Editor's note: Eric Liu is the founder of Citizen University and the author of several books, including "A Chinaman's Chance" and "The Gardens of Democracy." He was a White House speechwriter and policy adviser for President Bill Clinton. Follow him on Twitter @ericpliu. The opinions expressed in this commentary are solely those of the author.
(CNN) -- Let's say you're on a job hunt and you've talked with people at two different companies.
At one, the leaders are bombastic, always proclaiming themselves right and never admitting wrong. They have swagger but little capacity for reflection. They seem more brittle than nimble. At the other, the leaders are sure of themselves in a different way: They don't mind acknowledging their weaknesses. In fact, they have a culture of achieving success by keeping goals in mind and directly facing failures.
Which team would you rather join?
The question isn't about workplaces only. It's about our country -- and whether we Americans are confident enough today to handle unpleasant truths.
In the Jefferson County, Colorado, school district, a new right-leaning school board recently tried to push through a history curriculum that would celebrate America more and downplay the role of protests and social unrest. This move, perhaps predictably, has led to protests and social unrest by students and teachers.
Meanwhile, at the U.N. General Assembly last week, President Barack Obama's speech about ISIS and human rights made passing reference to Ferguson, Missouri, and our own problems here at home. Some critics jumped on Obama for preaching "moral equivalence" between Ferguson and ISIS and for being an "apologizer in chief."
At play in both situations is a dispute about what it actually means to love this country. To the Jefferson school board, patriotism means talking up America, not talking it down. It means teaching children to behave -- and telling them that America was built by people who behaved.

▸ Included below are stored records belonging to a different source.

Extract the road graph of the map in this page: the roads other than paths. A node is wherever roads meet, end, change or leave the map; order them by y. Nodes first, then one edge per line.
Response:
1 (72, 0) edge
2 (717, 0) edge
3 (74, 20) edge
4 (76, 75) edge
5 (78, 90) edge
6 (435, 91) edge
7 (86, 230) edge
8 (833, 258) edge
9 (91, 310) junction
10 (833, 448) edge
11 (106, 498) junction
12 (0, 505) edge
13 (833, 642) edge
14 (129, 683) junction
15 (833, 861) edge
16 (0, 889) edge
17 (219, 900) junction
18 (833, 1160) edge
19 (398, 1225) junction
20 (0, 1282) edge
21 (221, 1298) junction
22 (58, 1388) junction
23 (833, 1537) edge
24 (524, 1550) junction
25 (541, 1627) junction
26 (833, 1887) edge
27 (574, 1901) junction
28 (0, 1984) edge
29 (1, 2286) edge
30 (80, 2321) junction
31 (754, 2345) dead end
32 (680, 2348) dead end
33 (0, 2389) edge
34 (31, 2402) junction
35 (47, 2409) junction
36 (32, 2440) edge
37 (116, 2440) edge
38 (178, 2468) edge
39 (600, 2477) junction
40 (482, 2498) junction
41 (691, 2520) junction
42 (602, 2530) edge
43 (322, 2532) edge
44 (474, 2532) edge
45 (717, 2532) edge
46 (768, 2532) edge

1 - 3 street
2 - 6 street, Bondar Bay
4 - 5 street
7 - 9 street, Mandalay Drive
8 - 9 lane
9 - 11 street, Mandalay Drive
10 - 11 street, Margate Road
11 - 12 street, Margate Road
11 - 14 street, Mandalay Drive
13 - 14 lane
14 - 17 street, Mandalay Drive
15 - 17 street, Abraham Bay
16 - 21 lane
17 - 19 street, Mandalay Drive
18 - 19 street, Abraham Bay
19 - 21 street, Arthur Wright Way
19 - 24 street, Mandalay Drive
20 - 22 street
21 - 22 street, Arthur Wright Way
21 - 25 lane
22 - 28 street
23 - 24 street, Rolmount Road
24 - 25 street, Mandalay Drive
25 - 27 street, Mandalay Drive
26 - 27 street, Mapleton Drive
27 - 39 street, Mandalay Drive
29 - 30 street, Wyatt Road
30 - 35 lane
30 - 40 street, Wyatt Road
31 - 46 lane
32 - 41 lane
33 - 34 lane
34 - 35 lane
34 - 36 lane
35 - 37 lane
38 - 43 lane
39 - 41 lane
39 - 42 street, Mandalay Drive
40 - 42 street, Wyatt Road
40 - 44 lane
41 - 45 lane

This isn't patriotism. It's the wishful thinking of people steeped in the status quo.
Similarly, to the critics of the President's U.N. speech, patriotism means pointing out aggressively where others have sinned, erred, fallen short -- but treating any acknowledgment of our own sins, errors, shortcomings as aiding and abetting evil.
This isn't patriotism. It's the bluster of the deeply insecure.
True patriotism comes not from being scared to talk about where America has failed (and still fails) to live up to its stated creed and ideals. It comes from naming those truths plainly and closing the gap between our ideals and our institutions. We have to combine reverence for our exceptional creed with a demanding skepticism toward claims that we have already fulfilled it.
So consider, for instance, the Jefferson County guidelines and their message to teach the virtues of "free enterprise." Well, yes. Capitalism has generated more wealth in the United States than had ever been generated in human history. At the same time, more of that wealth than we typically acknowledge was built on slave labor and, after the Civil War, on the industrial indentured servitude of "freedmen."
This is a both/and, not an either/or. And citizens of a complex country like the United States should be able to deal with such complexity. Consider too: It is true both that the summer of 2014 marked the 50th anniversary of the signing of the Civil Rights Act into law and that it marked the killing of an unarmed black youth in Missouri that sparked national outrage and local upheaval.
There is of course a legitimate case -- made mostly by conservatives -- that a country unwilling to instill in young people a spirit of patriotism is a country headed for trouble. After all, America has little to bind together a vast continent and a diverse people besides a civic creed on parchment and commercialism everywhere else.
That's why Donald Kagan, the historian of ancient Greece, argues that it's a vital purpose of public education to make patriotic citizens. It's not enough, as some of my friends on the left think, just to point out where America has faltered or to dissent against policies they don't like. True patriotism requires more commitment.
But to impart such patriotism to children we should behave like adults and not children. Which means admitting that even though we Americans have done good things, and still do, we have also done bad things, and still do. The good may outweigh the bad but doesn't excuse it.
And when the bad is happening today -- in the treatment of African-Americans in Ferguson, say -- the best way to be American is to confront it and make it better. Even if that means being impolite and disobedient to authority.
More than 140 years ago, a U.S. senator from Missouri stood to address the tin-pot patriots of his time. His name was Carl Schurz. He was a German immigrant and had been a general of the Union Army in the Civil War. To the jingoists' chant of "My country, right or wrong," Schurz replied, "Our country -- when right, to be kept right; when wrong, to be set right."
Put that in every school board's curricular guidelines. Put it on the desk of every pundit who finds it easier to demonize than to solve problems. And put it on the conscience of the complacent and the cynical alike. That's patriotism for grown-ups.